> Data below:
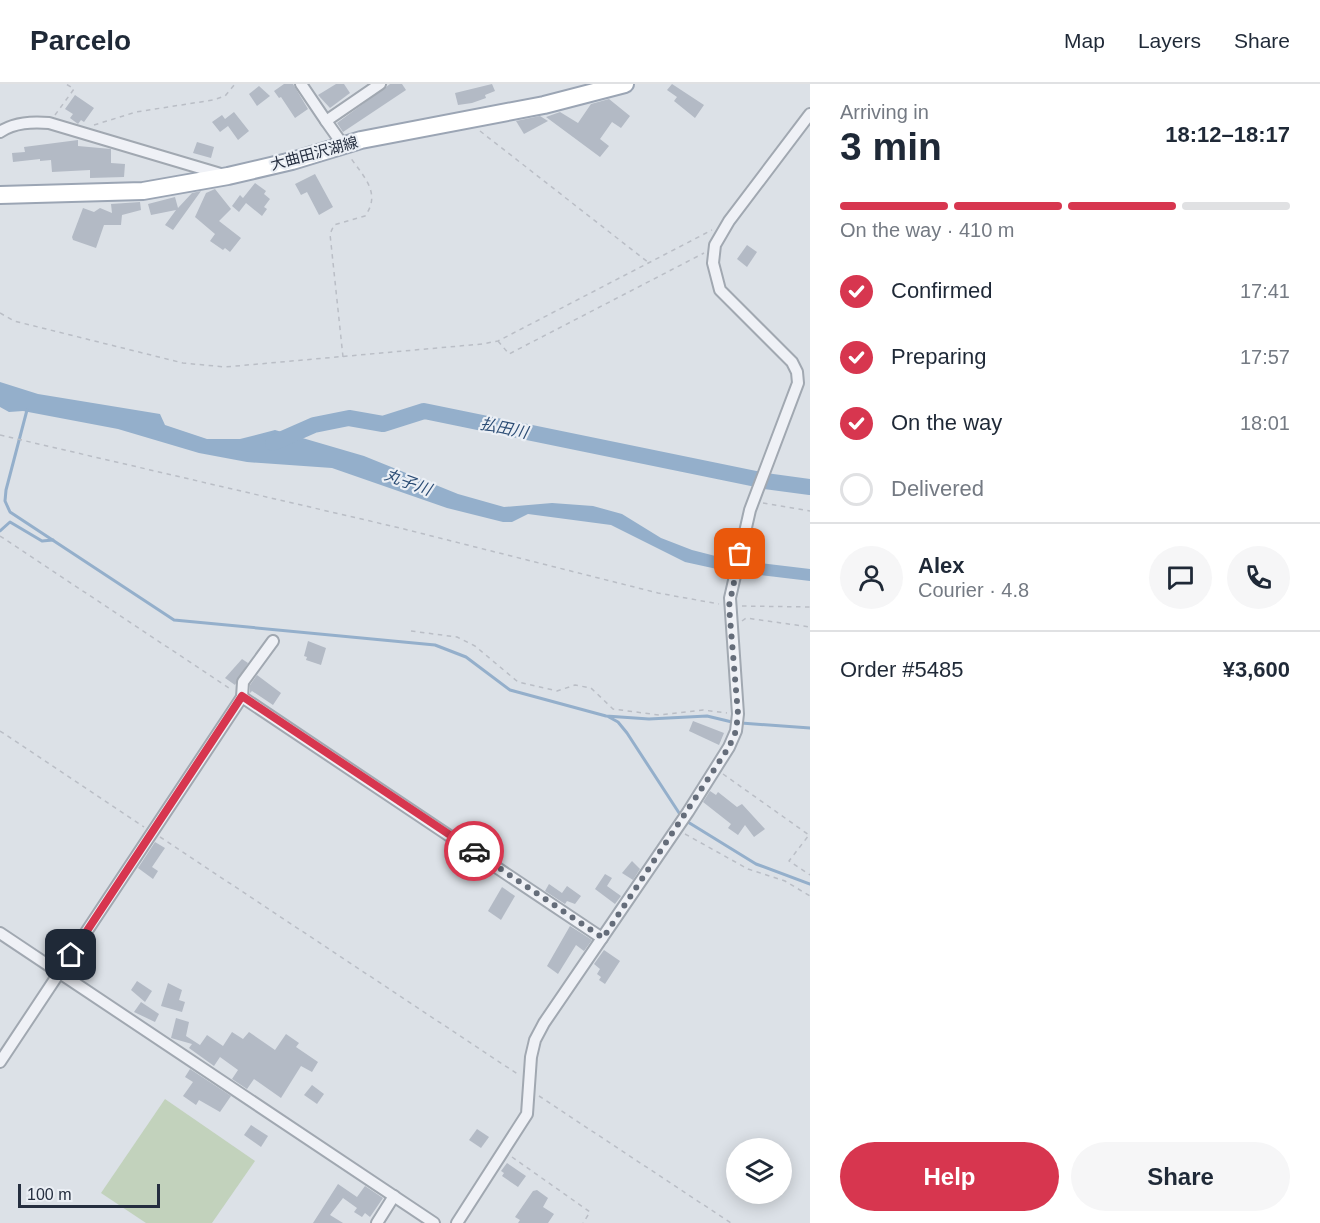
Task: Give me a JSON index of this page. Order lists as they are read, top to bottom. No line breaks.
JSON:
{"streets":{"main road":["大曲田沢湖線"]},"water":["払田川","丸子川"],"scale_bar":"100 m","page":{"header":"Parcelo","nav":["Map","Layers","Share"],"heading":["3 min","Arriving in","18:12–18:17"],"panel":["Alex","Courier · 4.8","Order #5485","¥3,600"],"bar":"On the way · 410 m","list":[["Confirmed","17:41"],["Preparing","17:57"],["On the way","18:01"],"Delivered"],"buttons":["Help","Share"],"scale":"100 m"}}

> Task details: Without including any picture, reproduce the material above word for word.

> Result of this task:
Task: Give me a JSON index of this page. Order lists as they are read, top to bottom. No line breaks.
JSON:
{"streets":{"main road":["大曲田沢湖線"]},"water":["払田川","丸子川"],"scale_bar":"100 m","page":{"header":"Parcelo","nav":["Map","Layers","Share"],"heading":["3 min","Arriving in","18:12–18:17"],"panel":["Alex","Courier · 4.8","Order #5485","¥3,600"],"bar":"On the way · 410 m","list":[["Confirmed","17:41"],["Preparing","17:57"],["On the way","18:01"],"Delivered"],"buttons":["Help","Share"],"scale":"100 m"}}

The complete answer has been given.